◆ **Your assignment**: Search the records for the string "above" and return each line that has it.

══════════

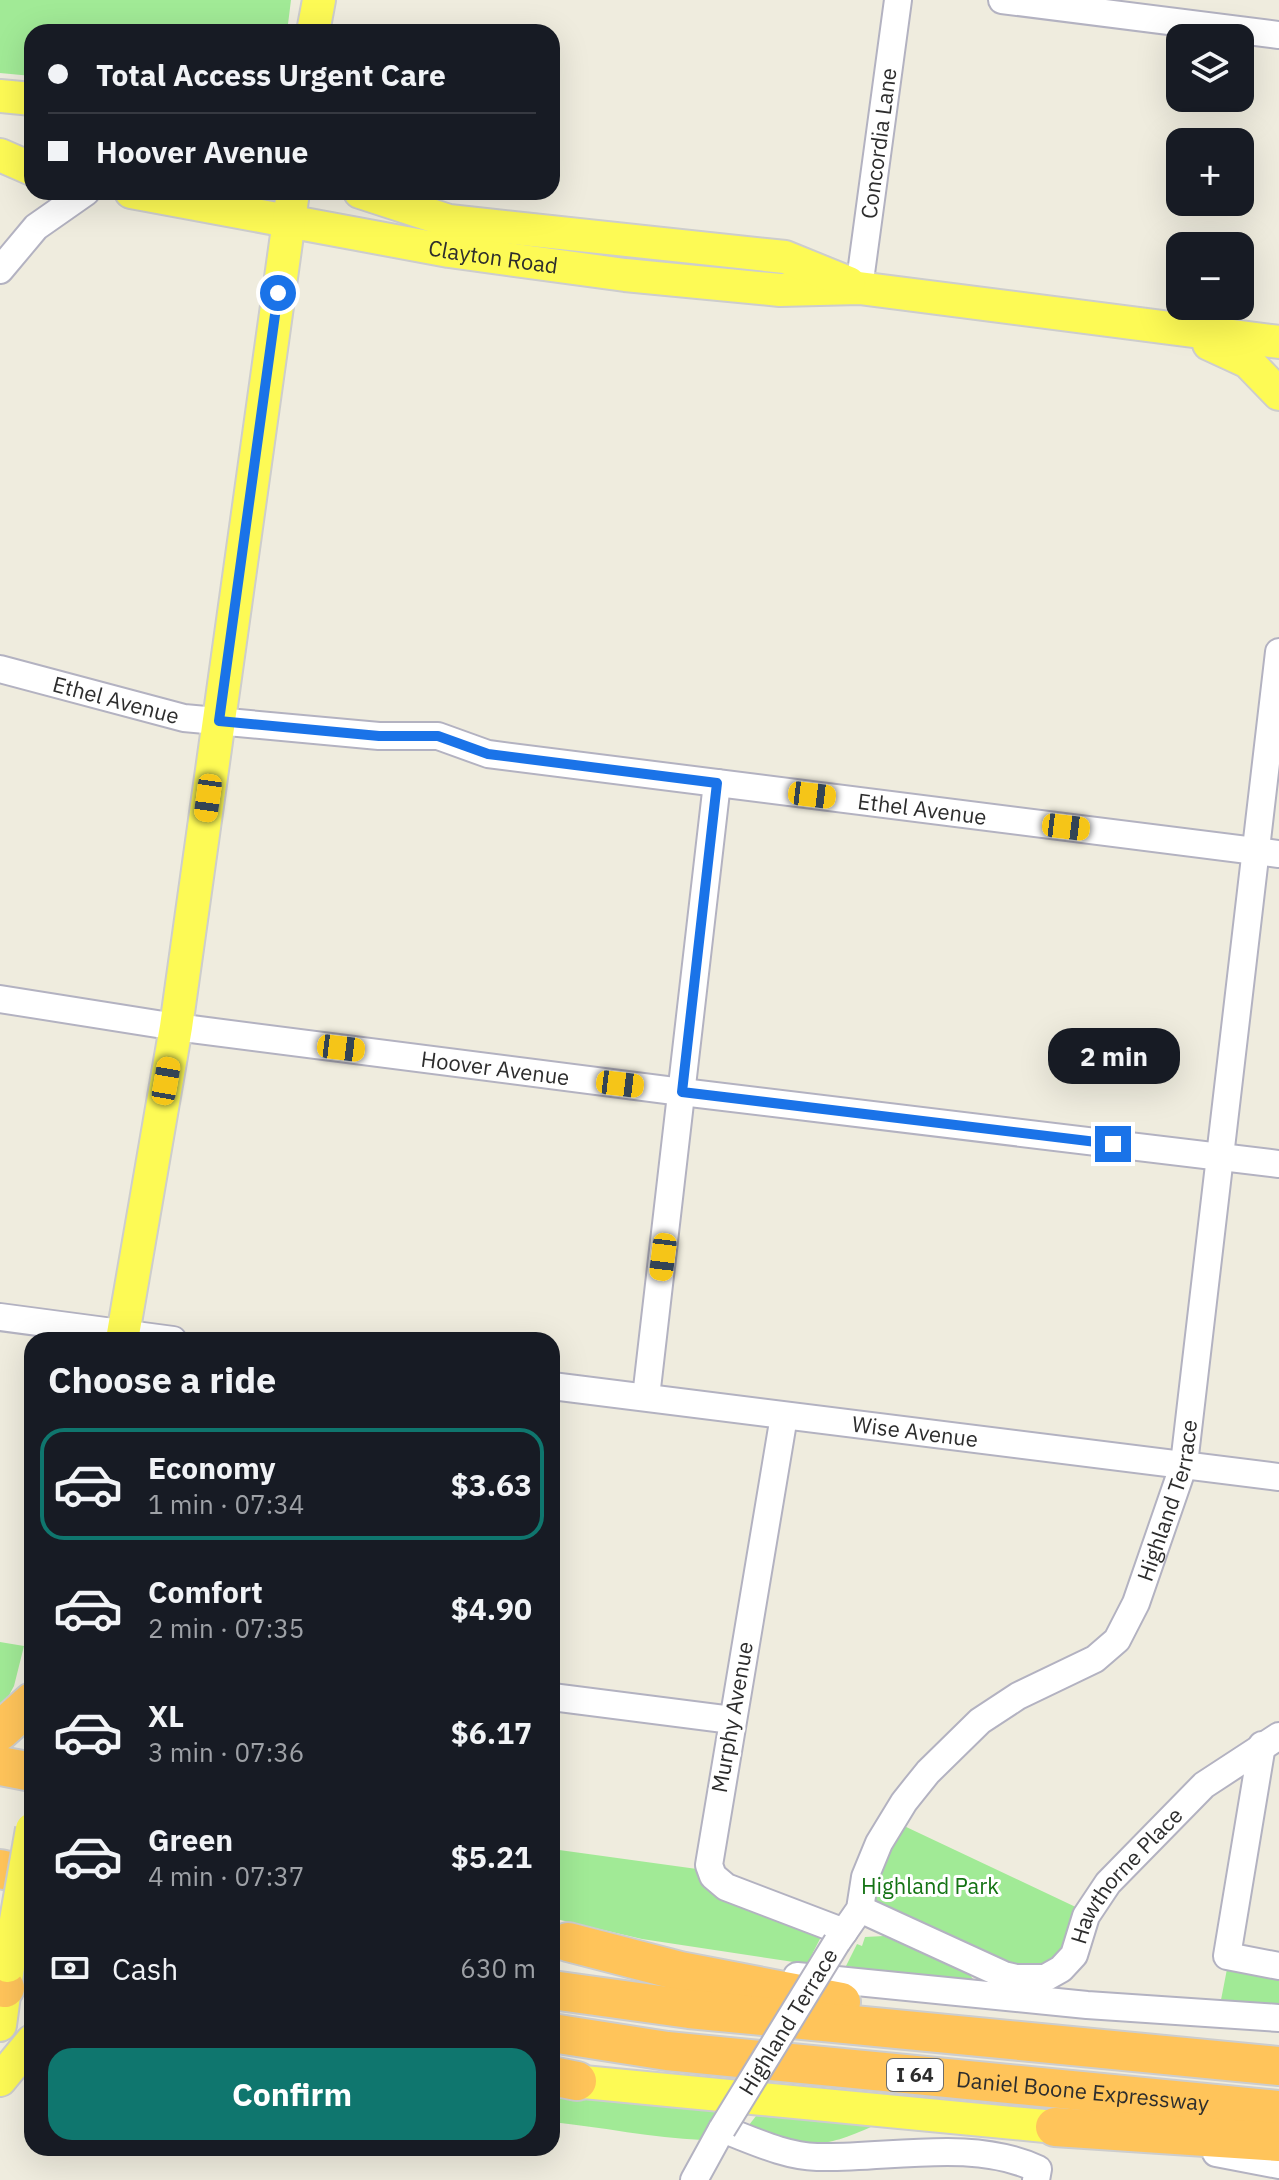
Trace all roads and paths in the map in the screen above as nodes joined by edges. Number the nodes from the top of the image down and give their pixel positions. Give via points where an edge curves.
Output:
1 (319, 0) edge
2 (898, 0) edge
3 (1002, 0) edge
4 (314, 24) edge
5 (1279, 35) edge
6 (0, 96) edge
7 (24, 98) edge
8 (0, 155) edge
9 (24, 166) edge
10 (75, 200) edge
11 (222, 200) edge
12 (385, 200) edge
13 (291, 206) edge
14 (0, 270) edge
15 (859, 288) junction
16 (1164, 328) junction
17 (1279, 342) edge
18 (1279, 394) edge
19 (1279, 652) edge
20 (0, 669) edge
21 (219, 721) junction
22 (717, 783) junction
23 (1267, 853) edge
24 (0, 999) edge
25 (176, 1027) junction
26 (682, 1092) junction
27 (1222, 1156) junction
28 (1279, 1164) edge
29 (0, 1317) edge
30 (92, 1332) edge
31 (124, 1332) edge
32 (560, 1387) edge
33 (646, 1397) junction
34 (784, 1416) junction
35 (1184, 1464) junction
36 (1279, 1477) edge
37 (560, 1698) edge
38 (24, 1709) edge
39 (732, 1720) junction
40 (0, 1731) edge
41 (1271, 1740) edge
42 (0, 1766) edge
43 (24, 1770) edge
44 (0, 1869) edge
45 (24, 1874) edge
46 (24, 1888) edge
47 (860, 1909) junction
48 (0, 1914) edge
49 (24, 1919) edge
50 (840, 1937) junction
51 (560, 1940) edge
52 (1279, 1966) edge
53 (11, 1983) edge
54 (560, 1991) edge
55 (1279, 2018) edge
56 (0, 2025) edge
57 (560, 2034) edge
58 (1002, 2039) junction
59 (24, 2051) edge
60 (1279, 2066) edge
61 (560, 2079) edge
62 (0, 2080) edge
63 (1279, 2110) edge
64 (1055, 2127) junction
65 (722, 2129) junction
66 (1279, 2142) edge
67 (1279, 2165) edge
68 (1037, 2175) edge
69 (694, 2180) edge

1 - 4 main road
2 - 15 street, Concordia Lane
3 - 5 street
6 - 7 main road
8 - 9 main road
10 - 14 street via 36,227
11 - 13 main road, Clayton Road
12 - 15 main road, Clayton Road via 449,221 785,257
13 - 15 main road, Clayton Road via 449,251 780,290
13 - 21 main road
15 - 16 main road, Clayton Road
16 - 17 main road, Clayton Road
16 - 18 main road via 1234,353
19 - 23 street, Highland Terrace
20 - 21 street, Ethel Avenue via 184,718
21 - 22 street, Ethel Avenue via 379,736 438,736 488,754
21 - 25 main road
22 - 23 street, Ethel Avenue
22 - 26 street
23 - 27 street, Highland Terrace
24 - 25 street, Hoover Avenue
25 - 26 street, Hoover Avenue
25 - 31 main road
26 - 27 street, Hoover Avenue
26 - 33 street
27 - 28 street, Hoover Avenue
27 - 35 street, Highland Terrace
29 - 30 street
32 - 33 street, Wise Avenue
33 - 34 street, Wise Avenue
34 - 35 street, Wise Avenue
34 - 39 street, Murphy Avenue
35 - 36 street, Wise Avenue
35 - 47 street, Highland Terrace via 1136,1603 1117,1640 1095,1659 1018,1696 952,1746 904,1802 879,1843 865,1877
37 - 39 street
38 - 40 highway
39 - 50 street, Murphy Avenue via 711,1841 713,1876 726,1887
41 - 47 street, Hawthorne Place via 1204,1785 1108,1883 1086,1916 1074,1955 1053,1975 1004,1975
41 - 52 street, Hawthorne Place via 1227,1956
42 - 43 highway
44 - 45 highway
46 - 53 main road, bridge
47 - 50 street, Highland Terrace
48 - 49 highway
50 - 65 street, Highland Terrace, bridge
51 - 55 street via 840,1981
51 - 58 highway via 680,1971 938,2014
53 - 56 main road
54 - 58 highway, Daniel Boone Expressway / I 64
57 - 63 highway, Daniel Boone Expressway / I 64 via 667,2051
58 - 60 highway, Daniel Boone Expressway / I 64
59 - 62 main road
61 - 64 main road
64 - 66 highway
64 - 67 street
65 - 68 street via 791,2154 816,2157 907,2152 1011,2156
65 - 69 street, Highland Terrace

══════════

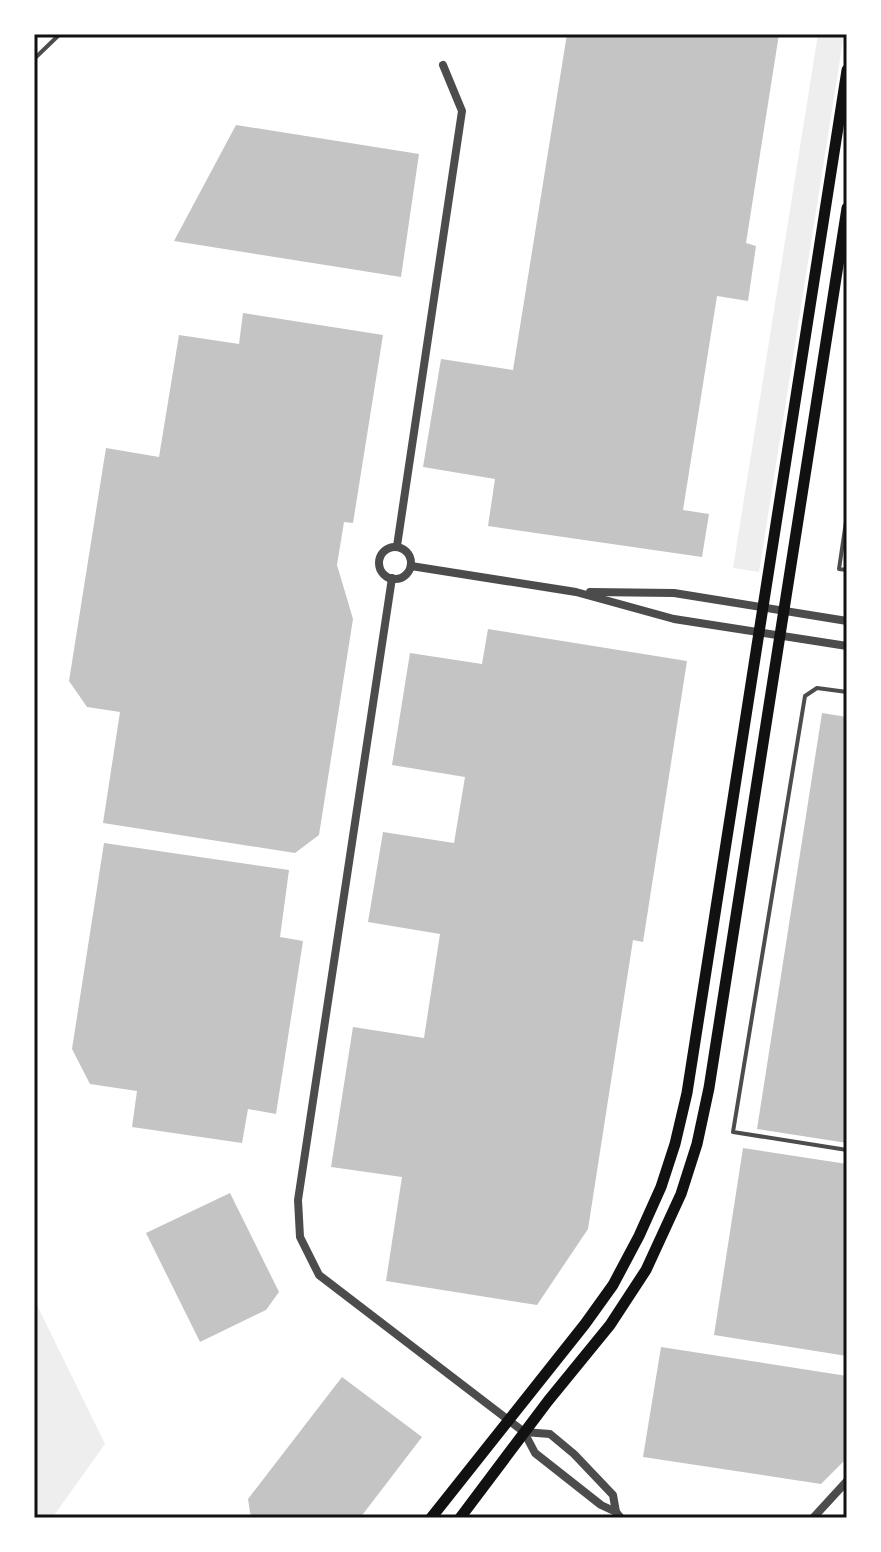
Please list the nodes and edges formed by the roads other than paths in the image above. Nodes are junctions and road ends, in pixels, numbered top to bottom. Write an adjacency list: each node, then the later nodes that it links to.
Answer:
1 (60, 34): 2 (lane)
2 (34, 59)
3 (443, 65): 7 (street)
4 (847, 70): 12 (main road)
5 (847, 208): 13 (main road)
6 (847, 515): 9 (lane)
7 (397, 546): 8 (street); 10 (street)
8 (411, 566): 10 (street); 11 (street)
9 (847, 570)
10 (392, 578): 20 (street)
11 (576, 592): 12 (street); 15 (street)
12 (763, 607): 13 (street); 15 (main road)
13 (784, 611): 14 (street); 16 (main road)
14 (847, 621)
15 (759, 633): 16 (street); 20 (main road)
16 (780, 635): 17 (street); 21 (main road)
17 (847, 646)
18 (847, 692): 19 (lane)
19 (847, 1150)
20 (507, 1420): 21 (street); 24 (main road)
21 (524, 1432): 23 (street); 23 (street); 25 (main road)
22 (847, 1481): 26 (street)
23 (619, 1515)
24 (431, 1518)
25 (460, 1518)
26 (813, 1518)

══════════

◆ **Written solution**:
Trace all roads and paths in the map in the screen above as nodes joined by edges. Number the nodes from the top of the image down and give their pixel positions. Give via points where an edge curves.
Please list the nodes and edges formed by the roads other than paths in the image above. Nodes are junctions and road ends, in pixels, numbered top to bottom. Write an adjacency list: each node, then the later nodes that it links to.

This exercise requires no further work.